Dans cette tribune inspirée par une émission dominicale sur EDEN TV, Codjo Grégoire Gbêho invite les Béninois à dépasser les clivages politiques et les rivalités personnelles pour poursuivre ensemble un rêve national. Un appel fort à l’honnêteté intellectuelle, à la lucidité citoyenne et à la responsabilité collective.
Il est naturel que chacun rêve pour soi, pour sa famille, pour sa carrière. Mais à quoi sert un rêve individuel si le pays qui l’abrite s’effondre ? Le véritable patriotisme commence quand nous décidons de poursuivre un rêve plus grand que nous : le rêve béninois. Ce dimanche matin, j’ai été profondément marqué par une émission spéciale diffusée sur EDEN TV, où le journaliste Thony Tokpanou, de retour d’Angleterre après deux décennies d’expatriation, était reçu par Donklam Abalo. Une conversation riche, honnête, au cours de laquelle deux phrases m’ont frappé par leur puissance évocatrice.
La première, en langue fon : « Àvo djê kintô, éni kpa bo biô hômin bo yavi » qu’on pourrait traduire ainsi : “Quand l’habit que porte ton adversaire lui va bien, reconnais-le-lui avant de te retirer pour pleurer.” Cet adage est une leçon d’élégance morale et de maturité patriotique. Il nous rappelle qu’il est possible et même noble de reconnaître la compétence, même chez un adversaire. Ce n’est pas renier ses convictions, c’est faire preuve de grandeur. L’intérêt supérieur du Bénin doit passer avant les querelles d’ego. Hélas, dans notre paysage social et politique, ce réflexe est rare. Trop nombreux sont ceux qui préfèrent dénigrer ce qui vient de l’autre camp, même quand c’est bénéfique au pays. Cette posture, destructrice, nous enchaîne à l’immobilisme. La seconde partie du proverbe “se retirer pour pleurer” parle de douleur, oui, mais aussi de lucidité. Elle traduit le désarroi de voir réussir celui que l’on combat, tout en reconnaissant, intérieurement, que cette réussite a du mérite. Au lieu de sombrer dans la jalousie ou la haine, pourquoi ne pas s’inspirer de ce qui marche ? Pourquoi ne pas apprendre de l’autre pour mieux faire, plutôt que saboter par rancune ?
La deuxième phrase de Tokpanou, quant à elle, résonne comme une alerte : “Un grand bond en avant, deux grands bonds en arrière.”

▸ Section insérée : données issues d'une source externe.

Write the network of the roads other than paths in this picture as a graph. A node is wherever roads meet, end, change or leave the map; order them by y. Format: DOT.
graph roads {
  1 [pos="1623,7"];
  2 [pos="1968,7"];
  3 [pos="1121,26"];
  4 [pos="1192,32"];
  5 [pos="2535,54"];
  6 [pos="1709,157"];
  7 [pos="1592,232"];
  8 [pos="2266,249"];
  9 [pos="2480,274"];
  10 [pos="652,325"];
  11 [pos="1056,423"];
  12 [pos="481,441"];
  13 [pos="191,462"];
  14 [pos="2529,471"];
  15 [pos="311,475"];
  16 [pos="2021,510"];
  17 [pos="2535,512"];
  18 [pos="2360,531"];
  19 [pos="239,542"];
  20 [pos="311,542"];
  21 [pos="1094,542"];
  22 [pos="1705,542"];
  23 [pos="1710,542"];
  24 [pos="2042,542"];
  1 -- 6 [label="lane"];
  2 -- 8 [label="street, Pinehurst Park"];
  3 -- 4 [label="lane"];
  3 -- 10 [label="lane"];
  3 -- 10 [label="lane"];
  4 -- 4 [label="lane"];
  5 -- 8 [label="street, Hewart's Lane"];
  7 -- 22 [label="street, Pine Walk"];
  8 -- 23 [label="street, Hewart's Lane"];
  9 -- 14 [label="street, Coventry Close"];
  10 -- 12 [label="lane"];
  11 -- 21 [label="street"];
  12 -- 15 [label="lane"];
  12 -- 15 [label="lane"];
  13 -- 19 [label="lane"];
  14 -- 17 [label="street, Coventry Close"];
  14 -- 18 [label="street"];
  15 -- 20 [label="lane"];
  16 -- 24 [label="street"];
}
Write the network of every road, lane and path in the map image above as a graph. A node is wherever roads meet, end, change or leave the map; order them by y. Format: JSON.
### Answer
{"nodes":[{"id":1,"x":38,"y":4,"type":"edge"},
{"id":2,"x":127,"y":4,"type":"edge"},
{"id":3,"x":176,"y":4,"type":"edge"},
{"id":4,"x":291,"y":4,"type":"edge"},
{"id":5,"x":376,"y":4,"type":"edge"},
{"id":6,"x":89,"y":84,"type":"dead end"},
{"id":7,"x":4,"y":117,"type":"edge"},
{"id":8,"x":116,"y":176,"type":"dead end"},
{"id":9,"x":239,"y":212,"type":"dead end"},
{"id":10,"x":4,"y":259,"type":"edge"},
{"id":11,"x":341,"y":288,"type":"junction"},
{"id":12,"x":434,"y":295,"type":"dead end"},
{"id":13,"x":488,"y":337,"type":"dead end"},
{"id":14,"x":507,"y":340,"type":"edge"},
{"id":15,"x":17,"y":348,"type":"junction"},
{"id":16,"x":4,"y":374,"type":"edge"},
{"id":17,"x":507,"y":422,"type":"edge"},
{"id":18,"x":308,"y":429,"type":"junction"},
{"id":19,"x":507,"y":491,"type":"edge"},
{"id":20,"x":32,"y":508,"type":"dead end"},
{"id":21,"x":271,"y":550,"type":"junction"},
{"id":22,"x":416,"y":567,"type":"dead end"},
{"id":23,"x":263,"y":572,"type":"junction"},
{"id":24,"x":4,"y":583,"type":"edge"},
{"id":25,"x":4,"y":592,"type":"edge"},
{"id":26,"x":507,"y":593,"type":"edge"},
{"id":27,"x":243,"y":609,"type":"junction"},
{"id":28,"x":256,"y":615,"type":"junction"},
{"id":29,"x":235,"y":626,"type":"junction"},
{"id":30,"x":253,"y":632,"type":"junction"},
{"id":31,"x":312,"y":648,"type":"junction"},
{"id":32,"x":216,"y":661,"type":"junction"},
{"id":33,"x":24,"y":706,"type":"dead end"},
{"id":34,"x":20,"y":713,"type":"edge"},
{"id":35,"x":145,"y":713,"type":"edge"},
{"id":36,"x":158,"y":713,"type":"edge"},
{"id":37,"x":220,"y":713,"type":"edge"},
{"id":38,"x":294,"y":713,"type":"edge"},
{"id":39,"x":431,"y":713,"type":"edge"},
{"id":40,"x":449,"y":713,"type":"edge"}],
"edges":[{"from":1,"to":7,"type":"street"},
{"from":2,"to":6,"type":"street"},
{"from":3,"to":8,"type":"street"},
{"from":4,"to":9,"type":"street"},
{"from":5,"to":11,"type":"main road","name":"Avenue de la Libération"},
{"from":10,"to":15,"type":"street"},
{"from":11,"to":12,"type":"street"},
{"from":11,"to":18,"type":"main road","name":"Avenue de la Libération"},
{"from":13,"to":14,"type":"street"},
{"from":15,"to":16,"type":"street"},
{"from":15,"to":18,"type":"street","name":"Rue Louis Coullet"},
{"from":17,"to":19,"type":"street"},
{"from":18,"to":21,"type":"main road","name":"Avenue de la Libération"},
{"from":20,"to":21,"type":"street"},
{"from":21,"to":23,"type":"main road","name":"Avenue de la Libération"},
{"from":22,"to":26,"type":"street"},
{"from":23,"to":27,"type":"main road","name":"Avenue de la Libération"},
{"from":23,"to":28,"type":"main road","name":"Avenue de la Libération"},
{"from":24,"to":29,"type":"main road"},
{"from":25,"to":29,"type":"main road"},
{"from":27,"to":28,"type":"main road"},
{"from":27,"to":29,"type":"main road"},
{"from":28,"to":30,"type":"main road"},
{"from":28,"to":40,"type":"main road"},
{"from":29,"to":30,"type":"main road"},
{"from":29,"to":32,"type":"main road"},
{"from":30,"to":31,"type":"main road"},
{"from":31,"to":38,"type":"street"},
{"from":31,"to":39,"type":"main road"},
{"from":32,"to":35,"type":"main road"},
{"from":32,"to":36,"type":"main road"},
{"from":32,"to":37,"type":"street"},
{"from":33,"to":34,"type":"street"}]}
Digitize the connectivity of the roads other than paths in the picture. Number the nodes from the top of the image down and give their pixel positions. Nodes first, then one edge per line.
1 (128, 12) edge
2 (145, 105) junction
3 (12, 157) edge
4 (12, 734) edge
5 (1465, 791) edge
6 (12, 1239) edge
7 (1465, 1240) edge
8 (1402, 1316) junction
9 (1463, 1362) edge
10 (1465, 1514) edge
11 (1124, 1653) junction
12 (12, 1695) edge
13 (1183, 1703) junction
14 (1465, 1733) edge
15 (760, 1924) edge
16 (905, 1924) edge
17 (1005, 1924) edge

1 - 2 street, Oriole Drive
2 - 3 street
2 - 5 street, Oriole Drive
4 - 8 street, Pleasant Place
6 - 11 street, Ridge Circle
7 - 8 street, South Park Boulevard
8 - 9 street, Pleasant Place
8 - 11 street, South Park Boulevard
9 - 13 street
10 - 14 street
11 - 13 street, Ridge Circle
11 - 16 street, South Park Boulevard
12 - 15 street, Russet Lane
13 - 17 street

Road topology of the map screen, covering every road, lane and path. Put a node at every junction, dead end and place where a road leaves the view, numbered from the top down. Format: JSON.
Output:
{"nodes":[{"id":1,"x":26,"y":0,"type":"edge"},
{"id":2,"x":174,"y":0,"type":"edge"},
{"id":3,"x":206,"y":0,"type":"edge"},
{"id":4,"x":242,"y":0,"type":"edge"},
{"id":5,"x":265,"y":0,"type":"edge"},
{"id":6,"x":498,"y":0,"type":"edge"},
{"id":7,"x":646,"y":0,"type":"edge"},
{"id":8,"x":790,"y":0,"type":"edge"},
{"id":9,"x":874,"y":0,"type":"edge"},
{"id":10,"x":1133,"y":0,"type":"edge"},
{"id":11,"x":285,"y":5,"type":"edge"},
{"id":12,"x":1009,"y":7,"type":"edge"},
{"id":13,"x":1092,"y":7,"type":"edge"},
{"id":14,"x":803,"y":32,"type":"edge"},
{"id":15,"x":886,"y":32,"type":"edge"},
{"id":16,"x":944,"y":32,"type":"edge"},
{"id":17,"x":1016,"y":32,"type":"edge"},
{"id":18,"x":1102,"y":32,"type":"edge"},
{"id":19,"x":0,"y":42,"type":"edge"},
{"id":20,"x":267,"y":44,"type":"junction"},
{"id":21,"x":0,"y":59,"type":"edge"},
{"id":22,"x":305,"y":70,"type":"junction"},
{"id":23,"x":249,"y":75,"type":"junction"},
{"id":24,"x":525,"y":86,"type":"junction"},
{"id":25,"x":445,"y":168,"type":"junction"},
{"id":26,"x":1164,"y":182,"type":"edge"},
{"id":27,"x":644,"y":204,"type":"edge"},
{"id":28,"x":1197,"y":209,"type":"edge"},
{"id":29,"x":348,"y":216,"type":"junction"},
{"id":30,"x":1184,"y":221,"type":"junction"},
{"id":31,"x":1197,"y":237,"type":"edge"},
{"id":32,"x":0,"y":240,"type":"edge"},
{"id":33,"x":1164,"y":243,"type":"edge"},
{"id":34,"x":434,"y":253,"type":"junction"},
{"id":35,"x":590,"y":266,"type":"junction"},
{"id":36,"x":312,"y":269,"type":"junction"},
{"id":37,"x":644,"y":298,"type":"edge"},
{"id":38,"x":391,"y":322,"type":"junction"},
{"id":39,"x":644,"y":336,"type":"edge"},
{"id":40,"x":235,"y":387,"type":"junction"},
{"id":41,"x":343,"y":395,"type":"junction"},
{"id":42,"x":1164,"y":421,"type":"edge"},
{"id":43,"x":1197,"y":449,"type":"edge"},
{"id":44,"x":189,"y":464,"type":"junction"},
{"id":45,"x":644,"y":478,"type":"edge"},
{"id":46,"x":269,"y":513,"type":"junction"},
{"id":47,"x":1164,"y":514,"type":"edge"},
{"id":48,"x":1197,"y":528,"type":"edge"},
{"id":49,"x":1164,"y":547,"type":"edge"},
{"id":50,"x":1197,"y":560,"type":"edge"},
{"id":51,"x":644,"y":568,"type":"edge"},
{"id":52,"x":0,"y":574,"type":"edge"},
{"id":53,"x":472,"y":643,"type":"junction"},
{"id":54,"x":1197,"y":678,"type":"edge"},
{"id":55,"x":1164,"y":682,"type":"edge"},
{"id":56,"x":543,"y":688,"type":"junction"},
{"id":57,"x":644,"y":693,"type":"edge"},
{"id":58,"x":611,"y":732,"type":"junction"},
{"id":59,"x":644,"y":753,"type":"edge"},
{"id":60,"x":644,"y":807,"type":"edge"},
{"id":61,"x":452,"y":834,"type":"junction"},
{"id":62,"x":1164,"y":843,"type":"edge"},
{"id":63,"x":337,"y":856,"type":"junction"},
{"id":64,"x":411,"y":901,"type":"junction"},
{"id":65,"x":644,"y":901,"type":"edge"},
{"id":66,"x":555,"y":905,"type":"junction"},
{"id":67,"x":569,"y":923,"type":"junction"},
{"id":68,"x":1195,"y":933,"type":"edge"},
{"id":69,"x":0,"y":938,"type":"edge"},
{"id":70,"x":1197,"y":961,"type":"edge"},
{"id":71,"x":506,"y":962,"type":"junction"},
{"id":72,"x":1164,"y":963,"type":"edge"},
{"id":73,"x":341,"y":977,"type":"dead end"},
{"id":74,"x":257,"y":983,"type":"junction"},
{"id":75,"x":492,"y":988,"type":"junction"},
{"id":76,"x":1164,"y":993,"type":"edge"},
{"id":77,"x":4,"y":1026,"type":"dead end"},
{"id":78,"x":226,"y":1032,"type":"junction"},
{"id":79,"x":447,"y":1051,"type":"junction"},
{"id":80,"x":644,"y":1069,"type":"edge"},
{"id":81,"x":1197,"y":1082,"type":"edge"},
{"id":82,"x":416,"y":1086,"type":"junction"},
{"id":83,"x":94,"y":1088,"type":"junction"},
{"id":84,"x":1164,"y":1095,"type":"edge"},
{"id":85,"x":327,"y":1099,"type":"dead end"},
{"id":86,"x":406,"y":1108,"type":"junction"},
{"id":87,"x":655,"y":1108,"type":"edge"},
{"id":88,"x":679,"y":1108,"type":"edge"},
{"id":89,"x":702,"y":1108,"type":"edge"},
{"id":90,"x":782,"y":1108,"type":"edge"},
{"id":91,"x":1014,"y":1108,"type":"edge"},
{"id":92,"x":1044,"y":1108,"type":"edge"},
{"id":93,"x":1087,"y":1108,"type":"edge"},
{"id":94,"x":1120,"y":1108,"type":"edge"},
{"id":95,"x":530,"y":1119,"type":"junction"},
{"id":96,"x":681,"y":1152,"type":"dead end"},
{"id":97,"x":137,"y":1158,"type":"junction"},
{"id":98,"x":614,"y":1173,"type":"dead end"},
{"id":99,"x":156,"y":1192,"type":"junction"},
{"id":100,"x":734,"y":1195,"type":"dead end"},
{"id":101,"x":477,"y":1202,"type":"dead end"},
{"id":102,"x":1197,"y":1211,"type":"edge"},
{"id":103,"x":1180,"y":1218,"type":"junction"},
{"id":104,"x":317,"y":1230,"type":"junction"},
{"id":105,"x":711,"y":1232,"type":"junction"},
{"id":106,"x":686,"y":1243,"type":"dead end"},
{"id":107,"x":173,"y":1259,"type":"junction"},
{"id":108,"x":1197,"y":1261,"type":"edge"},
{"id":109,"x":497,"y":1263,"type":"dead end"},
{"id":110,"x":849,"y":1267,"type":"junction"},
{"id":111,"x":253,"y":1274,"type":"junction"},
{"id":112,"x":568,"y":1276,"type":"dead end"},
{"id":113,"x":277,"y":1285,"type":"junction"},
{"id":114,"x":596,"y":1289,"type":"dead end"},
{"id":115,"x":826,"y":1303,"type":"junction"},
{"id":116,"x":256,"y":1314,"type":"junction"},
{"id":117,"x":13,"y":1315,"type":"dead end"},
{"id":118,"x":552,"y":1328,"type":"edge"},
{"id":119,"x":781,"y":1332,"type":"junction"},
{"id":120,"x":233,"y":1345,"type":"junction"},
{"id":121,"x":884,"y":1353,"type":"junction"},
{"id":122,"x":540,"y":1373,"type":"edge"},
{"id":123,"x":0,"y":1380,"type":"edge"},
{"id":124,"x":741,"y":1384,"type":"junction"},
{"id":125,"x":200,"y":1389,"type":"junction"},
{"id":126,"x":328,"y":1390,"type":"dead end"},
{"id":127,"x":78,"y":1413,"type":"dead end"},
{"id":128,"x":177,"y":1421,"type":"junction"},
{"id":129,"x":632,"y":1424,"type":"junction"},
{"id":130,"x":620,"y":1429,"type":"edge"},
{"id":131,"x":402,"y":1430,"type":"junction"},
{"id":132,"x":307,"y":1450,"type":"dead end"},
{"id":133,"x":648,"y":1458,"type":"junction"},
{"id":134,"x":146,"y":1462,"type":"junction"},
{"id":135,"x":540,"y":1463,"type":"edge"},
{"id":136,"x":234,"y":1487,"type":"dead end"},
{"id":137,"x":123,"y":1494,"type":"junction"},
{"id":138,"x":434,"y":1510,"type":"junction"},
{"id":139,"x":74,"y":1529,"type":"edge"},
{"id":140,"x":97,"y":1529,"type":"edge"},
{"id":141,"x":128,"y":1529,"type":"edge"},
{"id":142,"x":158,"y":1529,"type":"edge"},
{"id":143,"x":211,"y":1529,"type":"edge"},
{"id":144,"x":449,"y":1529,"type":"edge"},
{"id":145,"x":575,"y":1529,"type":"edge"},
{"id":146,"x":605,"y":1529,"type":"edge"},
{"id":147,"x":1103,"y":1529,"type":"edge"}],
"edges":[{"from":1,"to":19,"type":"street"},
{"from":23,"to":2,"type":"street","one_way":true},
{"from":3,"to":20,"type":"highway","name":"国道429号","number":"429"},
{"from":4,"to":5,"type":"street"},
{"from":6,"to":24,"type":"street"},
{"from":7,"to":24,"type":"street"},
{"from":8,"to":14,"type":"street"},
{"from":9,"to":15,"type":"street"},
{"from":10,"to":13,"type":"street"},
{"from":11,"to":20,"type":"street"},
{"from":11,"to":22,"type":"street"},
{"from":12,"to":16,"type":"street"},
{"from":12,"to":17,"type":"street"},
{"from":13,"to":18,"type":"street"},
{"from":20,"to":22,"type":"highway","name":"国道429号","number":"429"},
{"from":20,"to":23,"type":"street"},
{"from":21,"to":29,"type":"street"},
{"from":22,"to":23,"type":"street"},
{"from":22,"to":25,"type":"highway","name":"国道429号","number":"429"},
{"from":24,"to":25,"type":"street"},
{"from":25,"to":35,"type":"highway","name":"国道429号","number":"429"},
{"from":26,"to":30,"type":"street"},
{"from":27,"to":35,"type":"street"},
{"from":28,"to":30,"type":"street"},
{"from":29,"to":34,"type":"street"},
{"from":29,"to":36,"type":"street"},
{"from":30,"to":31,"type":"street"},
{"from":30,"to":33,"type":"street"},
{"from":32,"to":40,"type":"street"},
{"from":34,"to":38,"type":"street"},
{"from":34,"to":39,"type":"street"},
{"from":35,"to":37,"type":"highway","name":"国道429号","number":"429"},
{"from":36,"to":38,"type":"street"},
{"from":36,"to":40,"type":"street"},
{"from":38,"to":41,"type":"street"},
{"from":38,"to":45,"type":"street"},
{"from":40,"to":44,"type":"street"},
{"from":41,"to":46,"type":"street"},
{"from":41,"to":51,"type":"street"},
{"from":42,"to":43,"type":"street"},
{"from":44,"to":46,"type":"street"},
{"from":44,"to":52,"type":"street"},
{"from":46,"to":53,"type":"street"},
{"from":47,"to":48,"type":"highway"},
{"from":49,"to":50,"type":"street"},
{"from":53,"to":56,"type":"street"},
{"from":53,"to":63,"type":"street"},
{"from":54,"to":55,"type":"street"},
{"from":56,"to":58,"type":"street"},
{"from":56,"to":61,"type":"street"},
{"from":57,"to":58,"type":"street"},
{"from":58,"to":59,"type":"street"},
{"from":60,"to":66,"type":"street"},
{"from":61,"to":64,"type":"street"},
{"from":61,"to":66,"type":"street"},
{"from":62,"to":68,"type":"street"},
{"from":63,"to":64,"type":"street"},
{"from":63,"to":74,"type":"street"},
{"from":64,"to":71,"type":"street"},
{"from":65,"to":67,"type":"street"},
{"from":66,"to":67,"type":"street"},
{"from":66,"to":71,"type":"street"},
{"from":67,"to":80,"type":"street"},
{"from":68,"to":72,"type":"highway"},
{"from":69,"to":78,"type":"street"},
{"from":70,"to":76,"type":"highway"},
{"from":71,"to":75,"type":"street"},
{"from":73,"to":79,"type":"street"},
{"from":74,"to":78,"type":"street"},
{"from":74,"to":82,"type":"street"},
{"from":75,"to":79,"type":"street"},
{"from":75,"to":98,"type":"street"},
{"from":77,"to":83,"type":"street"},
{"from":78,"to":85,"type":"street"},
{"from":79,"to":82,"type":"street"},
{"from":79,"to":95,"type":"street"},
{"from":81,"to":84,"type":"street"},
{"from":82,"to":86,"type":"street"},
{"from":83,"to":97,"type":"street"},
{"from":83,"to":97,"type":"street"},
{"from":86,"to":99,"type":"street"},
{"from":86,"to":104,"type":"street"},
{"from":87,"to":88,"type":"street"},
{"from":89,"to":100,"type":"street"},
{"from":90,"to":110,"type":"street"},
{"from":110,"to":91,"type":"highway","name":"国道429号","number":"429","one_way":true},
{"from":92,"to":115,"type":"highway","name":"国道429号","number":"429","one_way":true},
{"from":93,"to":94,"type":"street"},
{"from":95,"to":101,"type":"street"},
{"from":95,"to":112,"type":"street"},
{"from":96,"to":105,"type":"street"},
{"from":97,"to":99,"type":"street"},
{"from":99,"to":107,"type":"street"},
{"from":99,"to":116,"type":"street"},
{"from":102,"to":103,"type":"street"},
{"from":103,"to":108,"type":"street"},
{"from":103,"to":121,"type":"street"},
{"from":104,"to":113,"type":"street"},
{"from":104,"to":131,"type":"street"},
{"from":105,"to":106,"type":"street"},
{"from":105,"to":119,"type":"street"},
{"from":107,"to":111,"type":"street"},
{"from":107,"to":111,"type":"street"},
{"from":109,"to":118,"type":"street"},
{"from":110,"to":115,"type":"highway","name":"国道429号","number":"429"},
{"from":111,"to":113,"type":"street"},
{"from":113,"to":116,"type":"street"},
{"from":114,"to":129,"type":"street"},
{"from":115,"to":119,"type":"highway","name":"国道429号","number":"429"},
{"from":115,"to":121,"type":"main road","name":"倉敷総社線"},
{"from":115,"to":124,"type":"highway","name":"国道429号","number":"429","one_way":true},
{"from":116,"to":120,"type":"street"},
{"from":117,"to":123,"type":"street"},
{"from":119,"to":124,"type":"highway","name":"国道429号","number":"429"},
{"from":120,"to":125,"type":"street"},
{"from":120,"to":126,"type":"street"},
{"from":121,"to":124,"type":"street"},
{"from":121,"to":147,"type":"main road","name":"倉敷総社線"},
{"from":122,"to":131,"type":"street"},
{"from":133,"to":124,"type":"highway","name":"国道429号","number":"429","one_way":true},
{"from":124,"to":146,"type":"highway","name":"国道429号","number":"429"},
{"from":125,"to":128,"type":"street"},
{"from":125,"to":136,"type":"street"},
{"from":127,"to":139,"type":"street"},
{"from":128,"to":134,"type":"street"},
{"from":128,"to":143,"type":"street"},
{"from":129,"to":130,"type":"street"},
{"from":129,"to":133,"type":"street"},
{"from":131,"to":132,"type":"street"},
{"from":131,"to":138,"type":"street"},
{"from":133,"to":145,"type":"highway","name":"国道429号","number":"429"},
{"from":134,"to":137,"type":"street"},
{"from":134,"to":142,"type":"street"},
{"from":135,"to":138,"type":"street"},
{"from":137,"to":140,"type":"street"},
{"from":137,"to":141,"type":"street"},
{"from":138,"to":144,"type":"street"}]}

Sommes-nous, collectivement, dans une dynamique de progrès durable, ou tournons-nous en rond au rythme de nos contradictions ? Il est légitime de critiquer, de pointer ce qui ne va pas. Mais cela doit se faire dans un esprit de construction. Le président Patrice Talon, comme tout dirigeant, n’a pas tout réussi. Il ne l’a jamais prétendu. Mais objectivement, beaucoup de choses ont changé au Bénin : la gouvernance publique, les infrastructures, l’image du pays à l’international.
Nous devons rester vigilants, certes, mais aussi rester justes.
Le patriotisme ne consiste pas à applaudir aveuglément. Il consiste à soutenir ce qui va dans le bon sens, à corriger ce qui ne va pas, et à construire un avenir commun, même avec ceux qui ne pensent pas comme nous.
Un appel à l’unité et à la responsabilité
J’invite chaque Béninois, au-delà des clivages politiques, à se poser cette question simple mais essentielle : “Est-ce que ce que je fais ou dis aujourd’hui aide mon pays à avancer ?”
Nous n’avons pas besoin d’être tous d’accord. Mais nous avons besoin d’un socle commun de valeurs : la vérité, la justice, la dignité, le respect de la chose publique, et l’amour du pays.
Les hommes passent, les partis changent, mais le Bénin demeure. Ce Bénin-là mérite que nous nous élevions au-dessus des querelles pour lui offrir un rêve durable, un avenir solide, une fierté collective.